八
「――心だに誠の道に適ひなば 祈らずとても神や守らん」
リン――と照灯の懐から鈴が静かに鳴る。と同時、『何か』が照灯に纏い、部屋を満たした。
静かに透き通った清廉の気――
「この空気、この感覚を覚えておいてください。『誠の道』とは心の在り方。けれど、心は目に見えぬもの。だからこそ、この空気を姿勢を覚えておいてください」
瞳を開け、照灯はにこと微笑んだ。
神気を纏ったその微笑みに志伊と伊奈は見とれ、「はい」と頷いた――キキだけは常と変わらずにこくりと頷いただけだったが。

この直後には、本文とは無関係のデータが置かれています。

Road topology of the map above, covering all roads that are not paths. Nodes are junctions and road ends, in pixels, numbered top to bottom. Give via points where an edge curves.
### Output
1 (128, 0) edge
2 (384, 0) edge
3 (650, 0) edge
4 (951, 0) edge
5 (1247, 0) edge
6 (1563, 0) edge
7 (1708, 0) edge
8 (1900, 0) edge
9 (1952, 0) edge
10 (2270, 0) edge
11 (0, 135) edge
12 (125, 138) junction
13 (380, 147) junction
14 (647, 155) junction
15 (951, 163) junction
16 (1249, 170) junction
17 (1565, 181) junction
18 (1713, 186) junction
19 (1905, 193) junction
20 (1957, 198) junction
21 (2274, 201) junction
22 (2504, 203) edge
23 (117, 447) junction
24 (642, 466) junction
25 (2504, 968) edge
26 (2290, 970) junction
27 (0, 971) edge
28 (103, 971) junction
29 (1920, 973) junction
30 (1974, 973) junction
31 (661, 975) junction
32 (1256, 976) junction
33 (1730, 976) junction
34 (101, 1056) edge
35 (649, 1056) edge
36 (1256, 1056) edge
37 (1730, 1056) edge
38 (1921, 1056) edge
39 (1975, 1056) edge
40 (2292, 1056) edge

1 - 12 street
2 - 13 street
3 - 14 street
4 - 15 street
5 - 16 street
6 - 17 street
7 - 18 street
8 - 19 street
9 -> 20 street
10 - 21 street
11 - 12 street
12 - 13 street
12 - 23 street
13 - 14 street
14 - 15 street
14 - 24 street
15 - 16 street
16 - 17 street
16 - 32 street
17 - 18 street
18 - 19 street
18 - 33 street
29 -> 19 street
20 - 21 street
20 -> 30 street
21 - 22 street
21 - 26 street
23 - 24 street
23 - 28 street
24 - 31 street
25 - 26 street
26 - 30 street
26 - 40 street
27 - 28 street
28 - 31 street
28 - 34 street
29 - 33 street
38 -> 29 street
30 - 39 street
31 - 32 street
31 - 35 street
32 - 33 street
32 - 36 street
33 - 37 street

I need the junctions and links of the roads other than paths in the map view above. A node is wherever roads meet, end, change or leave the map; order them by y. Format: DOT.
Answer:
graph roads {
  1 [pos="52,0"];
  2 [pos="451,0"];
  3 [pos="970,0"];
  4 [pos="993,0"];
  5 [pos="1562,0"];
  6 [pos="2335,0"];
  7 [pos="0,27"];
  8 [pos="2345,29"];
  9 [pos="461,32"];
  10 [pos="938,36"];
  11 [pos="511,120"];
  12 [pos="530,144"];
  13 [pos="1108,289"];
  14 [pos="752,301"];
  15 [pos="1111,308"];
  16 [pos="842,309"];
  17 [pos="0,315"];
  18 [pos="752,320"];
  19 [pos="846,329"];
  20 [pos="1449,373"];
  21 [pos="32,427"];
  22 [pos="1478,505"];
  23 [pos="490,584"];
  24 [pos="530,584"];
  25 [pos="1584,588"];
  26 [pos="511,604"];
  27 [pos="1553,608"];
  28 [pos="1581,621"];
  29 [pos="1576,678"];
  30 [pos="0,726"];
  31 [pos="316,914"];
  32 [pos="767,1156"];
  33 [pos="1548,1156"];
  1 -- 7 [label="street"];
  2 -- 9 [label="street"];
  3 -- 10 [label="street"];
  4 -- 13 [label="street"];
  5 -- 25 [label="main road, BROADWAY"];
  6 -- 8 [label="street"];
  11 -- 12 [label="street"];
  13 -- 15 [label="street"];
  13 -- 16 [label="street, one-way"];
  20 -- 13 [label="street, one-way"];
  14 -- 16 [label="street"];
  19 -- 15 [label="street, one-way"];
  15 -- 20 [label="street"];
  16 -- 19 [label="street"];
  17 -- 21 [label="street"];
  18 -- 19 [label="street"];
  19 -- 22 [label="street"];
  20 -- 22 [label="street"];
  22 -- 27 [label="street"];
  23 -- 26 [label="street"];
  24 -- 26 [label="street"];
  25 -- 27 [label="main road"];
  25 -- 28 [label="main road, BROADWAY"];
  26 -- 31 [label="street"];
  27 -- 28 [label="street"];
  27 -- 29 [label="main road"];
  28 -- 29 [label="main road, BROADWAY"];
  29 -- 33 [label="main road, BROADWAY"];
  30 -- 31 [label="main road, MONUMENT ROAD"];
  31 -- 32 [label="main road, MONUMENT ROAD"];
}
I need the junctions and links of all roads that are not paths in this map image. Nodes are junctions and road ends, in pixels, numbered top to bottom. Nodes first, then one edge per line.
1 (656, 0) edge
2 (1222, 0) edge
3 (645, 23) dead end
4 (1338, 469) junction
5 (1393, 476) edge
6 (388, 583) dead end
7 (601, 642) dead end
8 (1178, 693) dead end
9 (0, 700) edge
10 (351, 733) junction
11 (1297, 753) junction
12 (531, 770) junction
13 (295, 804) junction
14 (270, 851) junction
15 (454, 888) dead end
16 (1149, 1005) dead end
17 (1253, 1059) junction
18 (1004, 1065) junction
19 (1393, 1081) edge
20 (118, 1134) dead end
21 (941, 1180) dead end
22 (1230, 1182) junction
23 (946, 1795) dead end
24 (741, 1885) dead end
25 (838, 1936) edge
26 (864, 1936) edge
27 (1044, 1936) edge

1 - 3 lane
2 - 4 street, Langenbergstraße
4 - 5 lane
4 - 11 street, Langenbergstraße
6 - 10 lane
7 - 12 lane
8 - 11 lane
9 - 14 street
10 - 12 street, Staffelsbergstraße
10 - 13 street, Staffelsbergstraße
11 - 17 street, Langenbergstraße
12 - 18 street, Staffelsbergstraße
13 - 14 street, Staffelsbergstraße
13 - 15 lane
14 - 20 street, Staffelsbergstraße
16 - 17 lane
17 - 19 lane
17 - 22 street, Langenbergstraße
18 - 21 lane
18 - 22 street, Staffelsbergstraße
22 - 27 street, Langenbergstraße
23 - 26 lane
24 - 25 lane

そんなキキに苦笑しつつ、照灯はふっと息を付き、神迎を解く。
「話を戻しましょう。神迎は少しでも心に迷い……穢れがあれば成すことはできません。穢れとは、恨みや憎しみ、怒りや貪り、そして、苦しみに染まることもまた穢れとなります。ですが、心を無にし、感情を無くすことが『誠の道』とは言わず、むしろ、全ての感情を持って尚、正道を歩もうとすること。それが、『誠の道』になるのではないかと私は思っています」
「…………」
「ごめんなさい、難しい言い方をしましたね。そうして、理屈で覚えることも神楽から遠ざかるというのに……」
困惑する志伊と伊奈に頭を下げ、照灯は続けた。
「ともあれ、神迎が整わなければ神楽は出来ません。問われるのは己の心だからこそ、神楽は難しいのです。そして、だからこそ、神楽を舞える者は少ない。だからといって、鬼をのさばらせる訳にもいかない。鬼を調伏するには強い式が必要だったのです」
そこで、照灯は和可へと視線を向けた。
「神楽を舞えるということだけでも誇っていいことです、和可。貴女は必ず良い陰陽師になります」
陰陽師に、強い術者に成ることを焦っている和可を思っての言葉。それは、照灯が和可のことを気にかけ常に見ている現れでもあった。
それがよく分かるからこそ、
「……有り難うございます、照灯様」
溢れる感情に和可はきゅっと拳を握り、溜まった涙を見せないように頭を下げお礼を言った。
「さて、象術、式術は神楽を舞うための祈りを深めるものでもあります。象術から始めましょう。陰陽師は天文、地相、季候、天候を調べ政を助けることが仕事ですが、季候、天候、つまり万象を知っているからこそ象術を使うことができ――」
「――やっているな」
「咲久夜様」
小声でかけられた言葉に、那都は寄りかかった背を正し振り返った。